» **Data listing**:
>>>

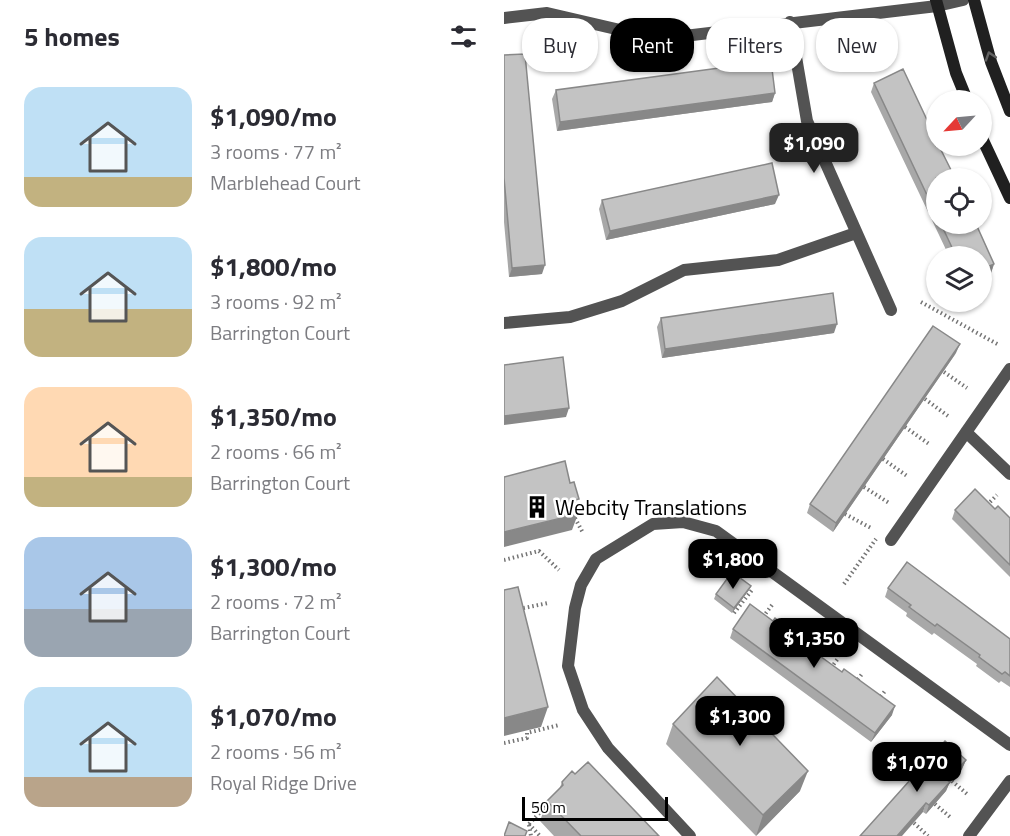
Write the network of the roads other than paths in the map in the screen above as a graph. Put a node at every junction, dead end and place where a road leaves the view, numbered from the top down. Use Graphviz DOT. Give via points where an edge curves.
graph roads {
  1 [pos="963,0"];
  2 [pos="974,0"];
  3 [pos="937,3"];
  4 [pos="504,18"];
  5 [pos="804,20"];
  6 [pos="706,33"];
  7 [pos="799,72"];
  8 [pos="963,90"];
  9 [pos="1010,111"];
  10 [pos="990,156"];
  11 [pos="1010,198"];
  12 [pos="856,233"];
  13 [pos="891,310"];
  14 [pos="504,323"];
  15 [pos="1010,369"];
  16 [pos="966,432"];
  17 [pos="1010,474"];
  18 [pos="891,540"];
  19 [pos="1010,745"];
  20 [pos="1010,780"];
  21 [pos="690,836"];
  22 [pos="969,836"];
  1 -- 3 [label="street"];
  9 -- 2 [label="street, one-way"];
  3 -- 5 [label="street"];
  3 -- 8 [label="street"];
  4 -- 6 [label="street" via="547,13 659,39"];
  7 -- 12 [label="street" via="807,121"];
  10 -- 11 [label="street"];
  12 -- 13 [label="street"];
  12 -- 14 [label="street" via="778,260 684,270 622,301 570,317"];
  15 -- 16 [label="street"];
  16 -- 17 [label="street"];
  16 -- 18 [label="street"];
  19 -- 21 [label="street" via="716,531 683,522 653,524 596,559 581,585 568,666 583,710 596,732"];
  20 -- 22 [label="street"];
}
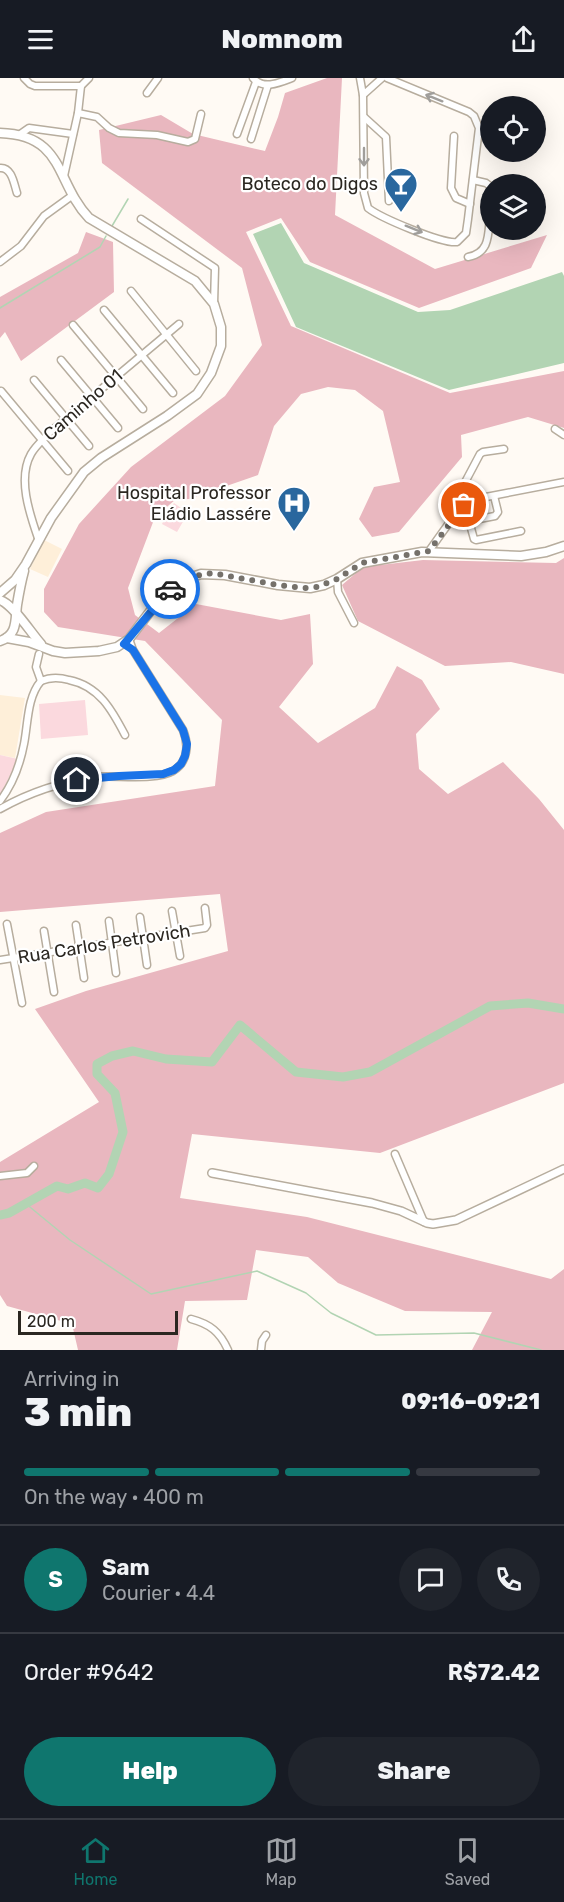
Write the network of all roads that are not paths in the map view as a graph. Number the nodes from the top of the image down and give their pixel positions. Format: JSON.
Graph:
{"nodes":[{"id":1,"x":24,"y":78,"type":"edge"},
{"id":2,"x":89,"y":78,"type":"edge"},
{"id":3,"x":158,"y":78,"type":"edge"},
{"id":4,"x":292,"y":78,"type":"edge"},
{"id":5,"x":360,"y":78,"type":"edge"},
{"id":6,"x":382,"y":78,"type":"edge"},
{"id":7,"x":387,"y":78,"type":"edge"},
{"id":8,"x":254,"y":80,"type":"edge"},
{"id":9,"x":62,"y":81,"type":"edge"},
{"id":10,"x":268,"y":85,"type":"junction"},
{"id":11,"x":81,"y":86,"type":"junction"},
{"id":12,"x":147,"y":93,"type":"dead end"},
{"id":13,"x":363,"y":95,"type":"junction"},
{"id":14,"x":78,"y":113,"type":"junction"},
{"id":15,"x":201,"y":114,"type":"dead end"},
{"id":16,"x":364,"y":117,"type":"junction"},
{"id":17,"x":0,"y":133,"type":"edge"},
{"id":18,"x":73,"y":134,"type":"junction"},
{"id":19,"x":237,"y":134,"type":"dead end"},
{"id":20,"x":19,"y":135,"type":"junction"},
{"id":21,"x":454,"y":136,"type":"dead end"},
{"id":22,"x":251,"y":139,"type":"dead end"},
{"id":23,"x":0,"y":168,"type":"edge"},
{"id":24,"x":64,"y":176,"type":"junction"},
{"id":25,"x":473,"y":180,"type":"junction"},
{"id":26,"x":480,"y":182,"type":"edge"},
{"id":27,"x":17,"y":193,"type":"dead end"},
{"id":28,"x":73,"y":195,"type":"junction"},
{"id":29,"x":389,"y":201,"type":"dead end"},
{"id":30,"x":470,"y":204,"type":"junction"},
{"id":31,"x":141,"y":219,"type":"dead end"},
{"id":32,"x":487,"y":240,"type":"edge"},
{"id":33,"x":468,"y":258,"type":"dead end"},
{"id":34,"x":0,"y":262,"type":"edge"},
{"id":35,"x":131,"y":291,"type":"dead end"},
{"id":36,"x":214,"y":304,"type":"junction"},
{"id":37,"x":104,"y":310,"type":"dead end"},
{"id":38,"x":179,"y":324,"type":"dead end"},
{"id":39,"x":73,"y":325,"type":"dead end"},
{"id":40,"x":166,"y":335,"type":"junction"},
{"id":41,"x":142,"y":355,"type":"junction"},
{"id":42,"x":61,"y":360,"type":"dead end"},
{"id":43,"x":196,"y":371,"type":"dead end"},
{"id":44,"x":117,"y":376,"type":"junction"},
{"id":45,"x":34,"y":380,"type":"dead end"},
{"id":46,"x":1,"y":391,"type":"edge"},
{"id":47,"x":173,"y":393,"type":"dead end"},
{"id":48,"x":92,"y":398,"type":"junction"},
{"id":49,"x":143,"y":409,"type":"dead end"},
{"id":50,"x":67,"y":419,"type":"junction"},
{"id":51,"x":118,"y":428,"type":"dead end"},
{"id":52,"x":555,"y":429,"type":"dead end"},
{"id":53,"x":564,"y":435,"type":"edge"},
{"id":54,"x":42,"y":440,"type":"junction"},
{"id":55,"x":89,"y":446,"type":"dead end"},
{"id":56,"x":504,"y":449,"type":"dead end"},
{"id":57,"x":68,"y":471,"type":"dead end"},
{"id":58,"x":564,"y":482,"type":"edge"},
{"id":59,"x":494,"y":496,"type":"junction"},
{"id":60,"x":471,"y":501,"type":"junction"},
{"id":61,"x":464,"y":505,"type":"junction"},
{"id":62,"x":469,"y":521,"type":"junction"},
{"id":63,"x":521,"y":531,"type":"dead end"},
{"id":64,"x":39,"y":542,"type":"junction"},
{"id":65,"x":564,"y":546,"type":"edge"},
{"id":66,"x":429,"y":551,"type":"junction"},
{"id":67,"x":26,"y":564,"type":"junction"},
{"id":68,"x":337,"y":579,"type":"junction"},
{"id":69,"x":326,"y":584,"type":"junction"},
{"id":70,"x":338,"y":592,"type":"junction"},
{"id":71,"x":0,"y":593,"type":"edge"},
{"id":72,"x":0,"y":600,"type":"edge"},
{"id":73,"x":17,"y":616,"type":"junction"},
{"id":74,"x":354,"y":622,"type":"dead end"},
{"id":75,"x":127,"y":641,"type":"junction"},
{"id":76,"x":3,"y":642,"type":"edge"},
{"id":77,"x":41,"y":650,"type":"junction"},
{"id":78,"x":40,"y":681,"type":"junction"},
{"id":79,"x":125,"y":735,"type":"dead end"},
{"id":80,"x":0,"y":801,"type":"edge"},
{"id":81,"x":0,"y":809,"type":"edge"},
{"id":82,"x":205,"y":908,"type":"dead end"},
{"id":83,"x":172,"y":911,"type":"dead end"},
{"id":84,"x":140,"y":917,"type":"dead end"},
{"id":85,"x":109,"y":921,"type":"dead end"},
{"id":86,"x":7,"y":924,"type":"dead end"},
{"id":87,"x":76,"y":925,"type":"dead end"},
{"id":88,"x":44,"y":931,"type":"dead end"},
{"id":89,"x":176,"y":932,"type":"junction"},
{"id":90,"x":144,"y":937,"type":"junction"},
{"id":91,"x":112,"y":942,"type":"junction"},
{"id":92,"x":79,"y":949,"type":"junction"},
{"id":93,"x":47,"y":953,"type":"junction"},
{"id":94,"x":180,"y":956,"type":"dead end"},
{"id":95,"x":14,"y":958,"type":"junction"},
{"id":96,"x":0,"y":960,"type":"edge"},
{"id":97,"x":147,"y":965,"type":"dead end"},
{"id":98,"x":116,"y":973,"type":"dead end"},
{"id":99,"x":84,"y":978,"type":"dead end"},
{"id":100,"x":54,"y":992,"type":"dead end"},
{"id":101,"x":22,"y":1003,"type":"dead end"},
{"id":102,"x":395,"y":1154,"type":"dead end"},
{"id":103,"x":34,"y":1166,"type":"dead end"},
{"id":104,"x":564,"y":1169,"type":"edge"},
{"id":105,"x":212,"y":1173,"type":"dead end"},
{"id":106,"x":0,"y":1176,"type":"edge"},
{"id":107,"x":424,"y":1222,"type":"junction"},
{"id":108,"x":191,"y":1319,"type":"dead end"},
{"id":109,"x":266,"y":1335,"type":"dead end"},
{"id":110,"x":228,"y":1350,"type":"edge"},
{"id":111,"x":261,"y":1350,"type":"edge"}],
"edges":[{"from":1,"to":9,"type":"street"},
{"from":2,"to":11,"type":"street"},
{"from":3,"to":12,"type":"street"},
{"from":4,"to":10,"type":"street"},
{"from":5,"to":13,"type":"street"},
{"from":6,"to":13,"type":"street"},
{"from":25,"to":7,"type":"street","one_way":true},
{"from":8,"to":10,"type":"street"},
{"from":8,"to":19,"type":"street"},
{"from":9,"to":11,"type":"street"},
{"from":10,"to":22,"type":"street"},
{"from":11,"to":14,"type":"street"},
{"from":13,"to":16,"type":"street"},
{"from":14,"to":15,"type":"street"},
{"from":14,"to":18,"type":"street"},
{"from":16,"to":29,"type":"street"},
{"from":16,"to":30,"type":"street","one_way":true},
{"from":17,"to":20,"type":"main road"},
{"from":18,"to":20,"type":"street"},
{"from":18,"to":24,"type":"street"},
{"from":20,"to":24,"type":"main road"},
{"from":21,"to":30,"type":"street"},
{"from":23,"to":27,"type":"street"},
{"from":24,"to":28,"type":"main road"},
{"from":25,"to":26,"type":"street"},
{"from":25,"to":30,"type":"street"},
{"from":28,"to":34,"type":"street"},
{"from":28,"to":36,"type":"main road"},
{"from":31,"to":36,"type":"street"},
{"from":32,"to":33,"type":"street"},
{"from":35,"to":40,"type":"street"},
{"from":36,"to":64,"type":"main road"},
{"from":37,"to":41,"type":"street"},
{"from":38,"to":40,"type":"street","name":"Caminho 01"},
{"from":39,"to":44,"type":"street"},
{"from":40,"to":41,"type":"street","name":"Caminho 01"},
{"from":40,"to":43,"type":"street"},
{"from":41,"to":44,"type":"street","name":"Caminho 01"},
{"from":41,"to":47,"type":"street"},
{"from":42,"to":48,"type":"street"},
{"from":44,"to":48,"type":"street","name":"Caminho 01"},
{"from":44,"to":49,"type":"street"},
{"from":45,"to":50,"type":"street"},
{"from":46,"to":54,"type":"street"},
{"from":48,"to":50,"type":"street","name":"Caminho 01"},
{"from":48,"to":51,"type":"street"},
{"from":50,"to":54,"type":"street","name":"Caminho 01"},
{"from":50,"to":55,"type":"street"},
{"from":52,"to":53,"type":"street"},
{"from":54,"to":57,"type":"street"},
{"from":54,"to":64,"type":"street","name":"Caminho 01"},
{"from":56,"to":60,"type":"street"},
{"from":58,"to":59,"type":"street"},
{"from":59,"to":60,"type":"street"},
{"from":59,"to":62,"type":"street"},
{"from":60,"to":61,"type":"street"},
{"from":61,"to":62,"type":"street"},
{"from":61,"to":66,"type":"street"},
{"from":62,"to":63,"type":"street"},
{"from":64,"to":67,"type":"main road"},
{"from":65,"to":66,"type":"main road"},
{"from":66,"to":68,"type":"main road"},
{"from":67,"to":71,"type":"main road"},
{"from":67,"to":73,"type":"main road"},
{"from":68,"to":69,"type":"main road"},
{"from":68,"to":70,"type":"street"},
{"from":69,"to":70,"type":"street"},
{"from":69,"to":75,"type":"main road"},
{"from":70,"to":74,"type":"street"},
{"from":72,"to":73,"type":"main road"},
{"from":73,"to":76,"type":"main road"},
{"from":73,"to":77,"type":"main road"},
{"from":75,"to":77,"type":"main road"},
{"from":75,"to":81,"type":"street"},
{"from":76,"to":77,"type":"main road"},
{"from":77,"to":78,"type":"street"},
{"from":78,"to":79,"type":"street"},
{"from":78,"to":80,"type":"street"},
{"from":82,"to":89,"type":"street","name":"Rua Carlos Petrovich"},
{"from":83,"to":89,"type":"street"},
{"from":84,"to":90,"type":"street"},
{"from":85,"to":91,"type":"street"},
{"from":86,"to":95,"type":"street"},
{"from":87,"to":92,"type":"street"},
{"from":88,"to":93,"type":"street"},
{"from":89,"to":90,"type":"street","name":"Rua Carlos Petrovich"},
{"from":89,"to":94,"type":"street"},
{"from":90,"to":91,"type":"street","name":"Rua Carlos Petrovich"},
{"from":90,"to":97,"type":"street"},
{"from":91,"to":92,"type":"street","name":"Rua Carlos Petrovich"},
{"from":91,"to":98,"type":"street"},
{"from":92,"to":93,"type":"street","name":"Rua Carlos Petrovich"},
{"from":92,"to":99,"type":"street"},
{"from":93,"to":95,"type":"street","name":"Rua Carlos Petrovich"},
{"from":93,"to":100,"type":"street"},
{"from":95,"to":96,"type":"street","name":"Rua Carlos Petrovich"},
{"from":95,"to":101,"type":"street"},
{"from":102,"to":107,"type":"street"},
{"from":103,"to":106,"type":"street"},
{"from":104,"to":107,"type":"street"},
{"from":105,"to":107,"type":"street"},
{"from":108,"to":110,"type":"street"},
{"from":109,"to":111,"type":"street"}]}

<<<

» **Task details**: Across the listing above, count the lines that contain the string "down" and report the figure alone.

» **Answer box**: 2